If Police Shoot Your Dog, Can You Sue?

The police may have many reasons to shoot at and kill a dog, but usually the dog owners have grounds for a lawsuit. Though the police office probably would not spend any time in jail, there are other ways the dog owners can seek justice in court. Still, a police officer always has legal defenses at the ready. Below are situations when you have legal recourse to sue a police officer for shooting your dog.

Dogs do not have Fourth Amendment rights, an amendment which protects citizen’s privacy. It is the “search and seizure” law which prevents a person’s property from being unlawfully searched or taken in for evidence in a criminal case. Dogs do not have these rights since they are not people, and are considered to be property under the law.

In a normal case of police brutality, the police can use force on humans if they have probable cause and reasonability. Those rights to do apply to dogs. Suing police for shooting your dog must be done under theory of illegal seizure. Basically, you would be claiming that your property was illegally seized by the police, the property being your dog.

In one case, a Chicago man’s family was awarded $243,000 in court when the Chicago police raided their home and killed the family dog. In addition, the dog owner was awarded $90,000 after it was found he was falsely arrested for obstructing service of criminal process, after he asked officers if he could secure the dog. In such cases, human and dog are victims of police brutality, and claims of excessive force and illegal seizure can be made.

In addition, if a police officer shoots your dog you could potentially sue for emotional distress under the illegal seizure claim. You could also sue the officer for violating your own Fourth Amendment rights, if the officer was unlawfully present on your property.

Sometimes suing a police officer can be difficult. First of all, an officer may have qualified immunity. Qualified immunity means an officer may be immune to lawsuits if they were acting in good faith not to violate your personal constitutional rights. If the officer violated your clearly established constitutional right, which in this case would be the Fourth Amendment rights, you could have a case.

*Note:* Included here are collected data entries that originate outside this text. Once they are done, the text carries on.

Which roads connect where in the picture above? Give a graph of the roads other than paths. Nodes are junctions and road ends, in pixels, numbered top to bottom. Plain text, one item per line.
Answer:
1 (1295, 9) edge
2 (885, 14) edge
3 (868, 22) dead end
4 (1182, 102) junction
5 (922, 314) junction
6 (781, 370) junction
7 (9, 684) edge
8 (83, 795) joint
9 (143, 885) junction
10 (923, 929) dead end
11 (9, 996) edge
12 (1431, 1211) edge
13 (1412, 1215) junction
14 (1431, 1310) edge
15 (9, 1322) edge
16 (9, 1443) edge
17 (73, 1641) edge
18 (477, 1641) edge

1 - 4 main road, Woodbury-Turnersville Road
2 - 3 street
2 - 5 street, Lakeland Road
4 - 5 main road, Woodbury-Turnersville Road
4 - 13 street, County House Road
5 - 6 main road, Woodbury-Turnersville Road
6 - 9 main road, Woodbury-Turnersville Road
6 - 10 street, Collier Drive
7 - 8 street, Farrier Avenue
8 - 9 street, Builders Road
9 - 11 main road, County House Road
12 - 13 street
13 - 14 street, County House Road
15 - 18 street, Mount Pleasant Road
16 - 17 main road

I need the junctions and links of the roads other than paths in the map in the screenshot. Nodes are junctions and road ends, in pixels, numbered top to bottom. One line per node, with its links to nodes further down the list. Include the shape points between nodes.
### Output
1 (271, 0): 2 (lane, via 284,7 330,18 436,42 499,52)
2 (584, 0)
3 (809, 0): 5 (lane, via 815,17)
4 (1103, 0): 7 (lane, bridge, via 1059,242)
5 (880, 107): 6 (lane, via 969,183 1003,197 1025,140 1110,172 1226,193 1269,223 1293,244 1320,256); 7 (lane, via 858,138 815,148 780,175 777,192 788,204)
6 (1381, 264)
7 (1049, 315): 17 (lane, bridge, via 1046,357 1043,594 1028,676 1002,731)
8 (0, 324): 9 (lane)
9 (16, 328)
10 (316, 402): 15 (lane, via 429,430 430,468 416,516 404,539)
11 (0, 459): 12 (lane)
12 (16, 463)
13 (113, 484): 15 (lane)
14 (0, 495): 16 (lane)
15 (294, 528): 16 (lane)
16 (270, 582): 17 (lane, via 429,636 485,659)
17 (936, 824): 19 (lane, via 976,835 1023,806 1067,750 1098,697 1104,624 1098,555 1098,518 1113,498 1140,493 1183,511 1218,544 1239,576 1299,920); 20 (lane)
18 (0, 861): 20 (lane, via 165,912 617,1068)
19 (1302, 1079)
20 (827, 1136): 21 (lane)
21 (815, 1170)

It is also important to assess whether or not the dog was a threat to the officer’s safety. This is hard to determine in court, and courts may take the side of the officer on the grounds that they have the training and experience necessary to determine when a threat warrants use of force. This can be hard to prove with facts unless the police officer blatantly disregarded police procedure in responding to animal threats.

Usually, you have to file a government tort claim before you can proceed with suing the police. Suing the police can be a difficult course of action, so always consult with an experienced attorney.